■ TASK TO CARRY OUT ■
The expected output is a copy of every line in the records with the string "junction".

■ RECORDS SHOWN ■
────────
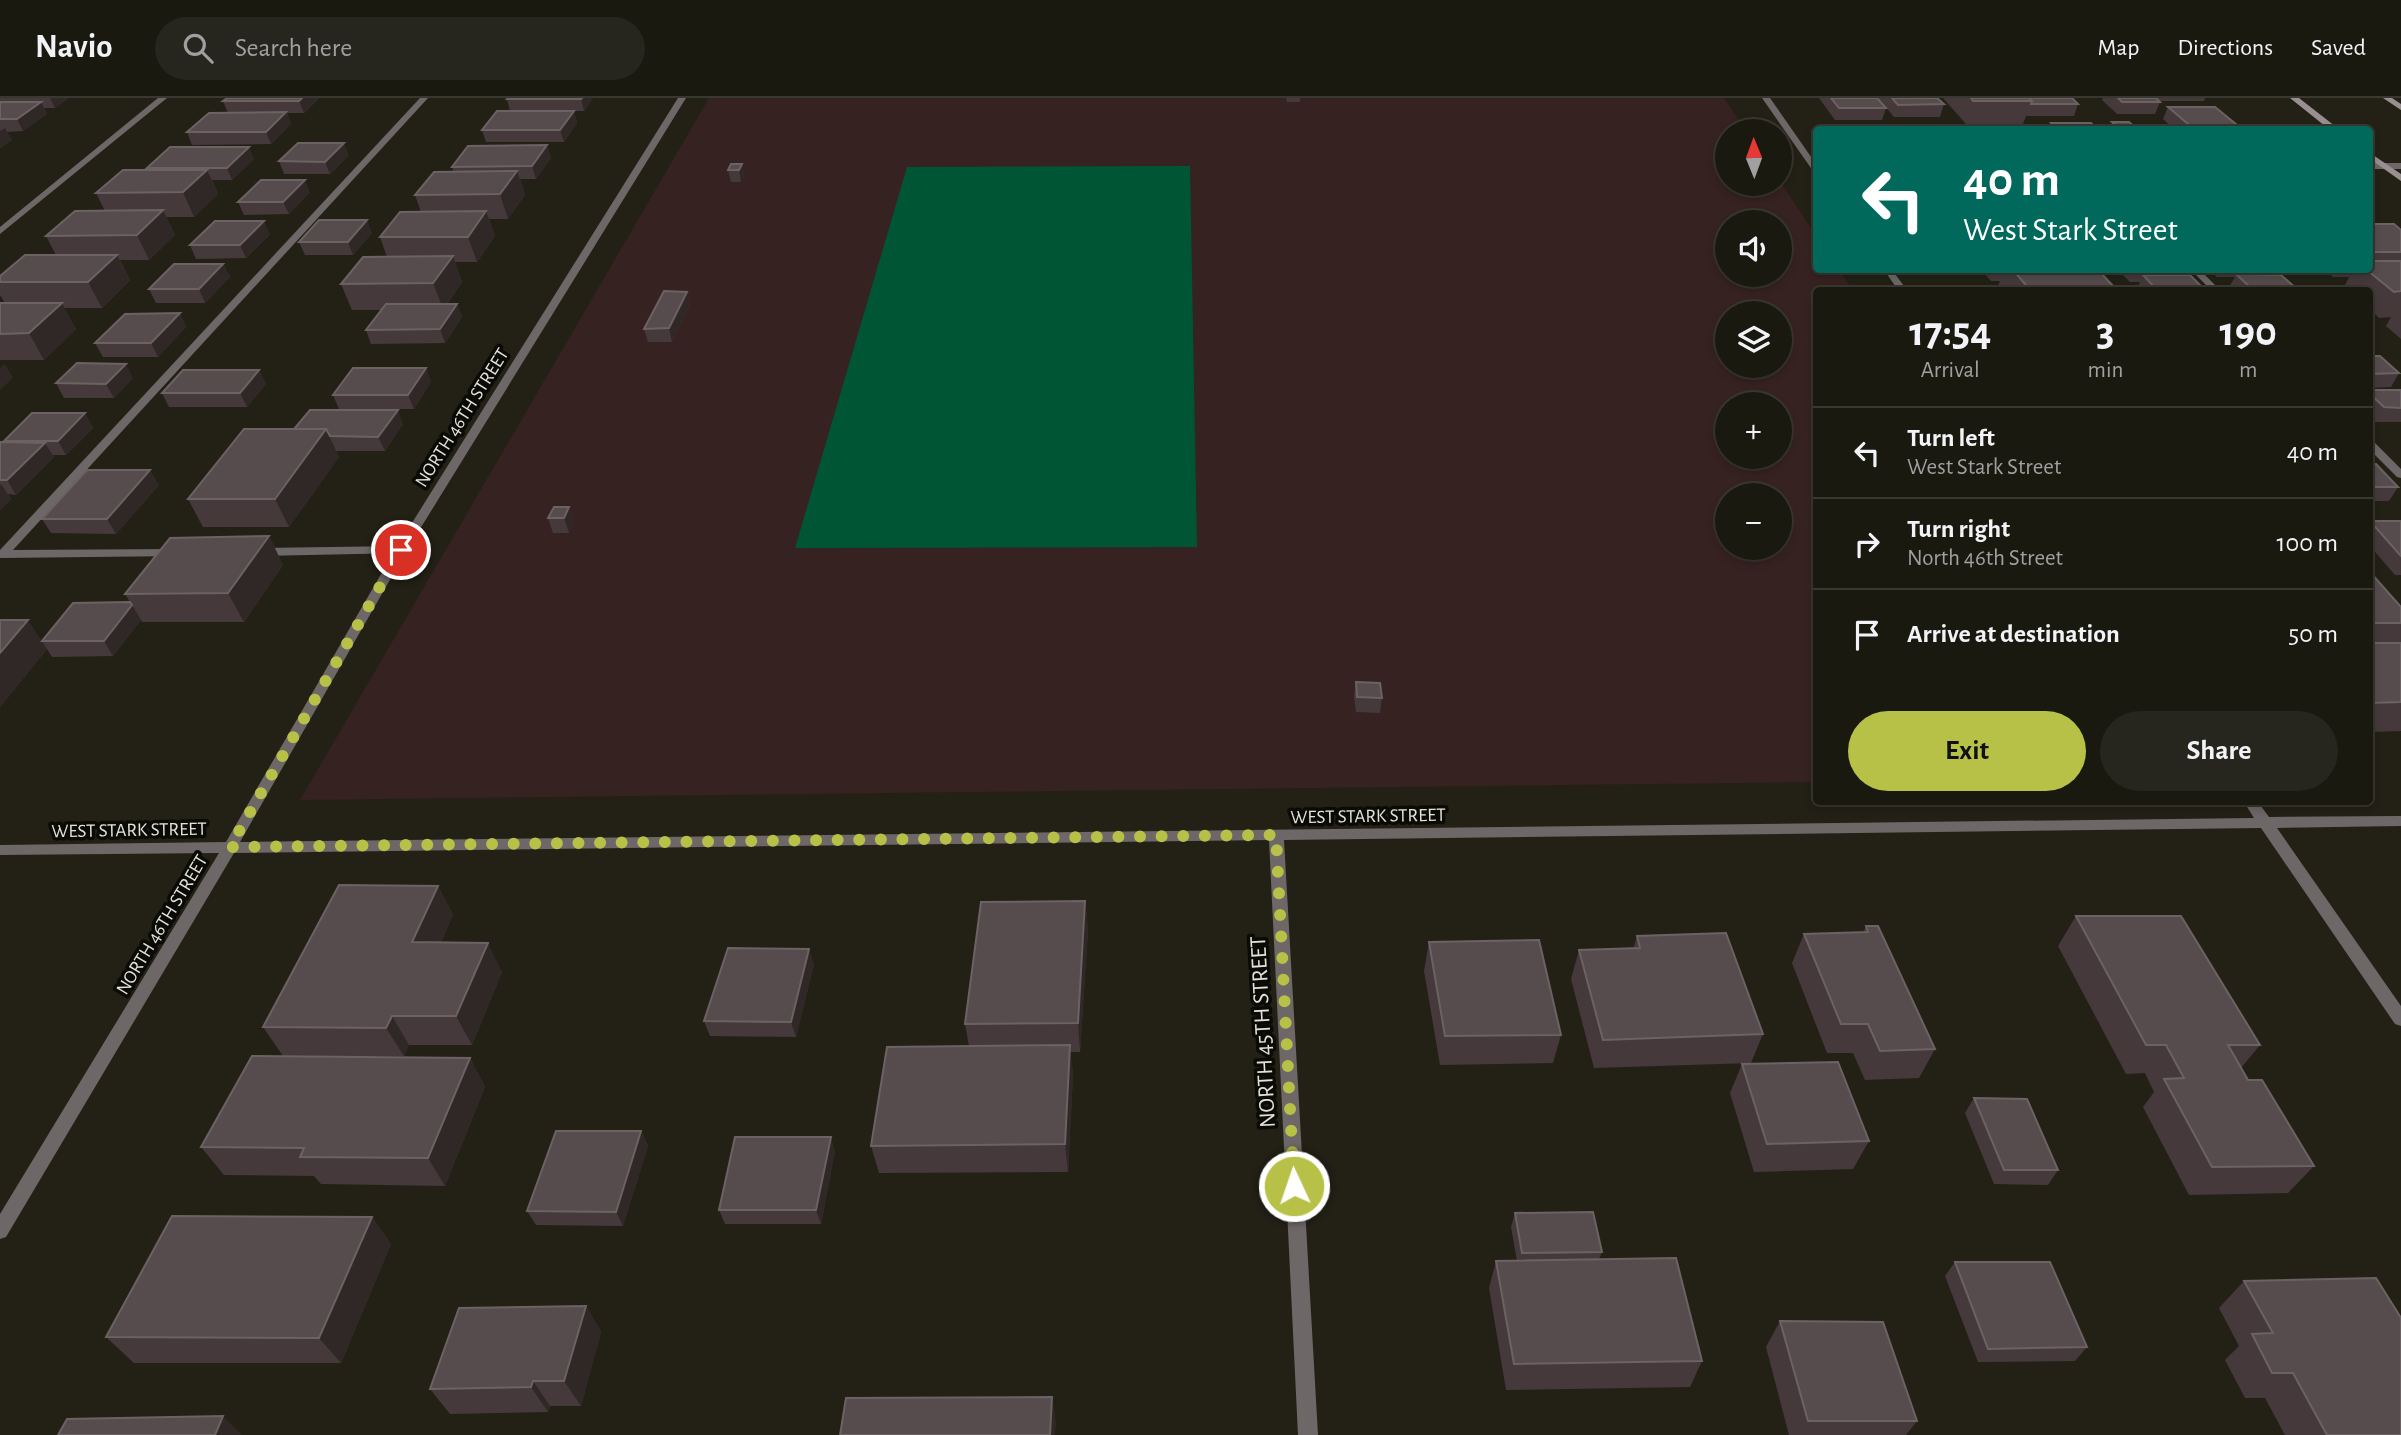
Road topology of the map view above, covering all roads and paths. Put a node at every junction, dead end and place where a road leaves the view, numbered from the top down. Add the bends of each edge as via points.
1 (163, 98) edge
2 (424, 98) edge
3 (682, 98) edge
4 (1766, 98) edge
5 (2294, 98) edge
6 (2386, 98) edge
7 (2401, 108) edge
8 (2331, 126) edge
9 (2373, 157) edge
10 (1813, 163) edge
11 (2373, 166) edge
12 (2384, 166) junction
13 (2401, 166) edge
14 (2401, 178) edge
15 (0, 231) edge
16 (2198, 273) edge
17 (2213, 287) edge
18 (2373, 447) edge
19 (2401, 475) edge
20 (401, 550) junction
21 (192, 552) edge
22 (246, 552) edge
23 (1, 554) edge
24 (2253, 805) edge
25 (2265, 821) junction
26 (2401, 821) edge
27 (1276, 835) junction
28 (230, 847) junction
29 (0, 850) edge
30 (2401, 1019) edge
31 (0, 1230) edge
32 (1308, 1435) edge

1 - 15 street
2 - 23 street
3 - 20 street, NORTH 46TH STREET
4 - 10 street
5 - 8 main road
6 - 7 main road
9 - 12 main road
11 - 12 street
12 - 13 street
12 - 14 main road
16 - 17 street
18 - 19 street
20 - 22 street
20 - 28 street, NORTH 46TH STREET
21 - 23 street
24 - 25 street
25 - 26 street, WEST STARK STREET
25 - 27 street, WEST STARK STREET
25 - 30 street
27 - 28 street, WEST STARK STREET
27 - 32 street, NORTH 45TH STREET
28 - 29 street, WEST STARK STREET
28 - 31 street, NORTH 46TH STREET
────────
■ SOLUTION TO THIS PROBLEM ■
Road topology of the map view above, covering all roads and paths. Put a node at every junction, dead end and place where a road leaves the view, numbered from the top down. Add the bends of each edge as via points.
12 (2384, 166) junction
20 (401, 550) junction
25 (2265, 821) junction
27 (1276, 835) junction
28 (230, 847) junction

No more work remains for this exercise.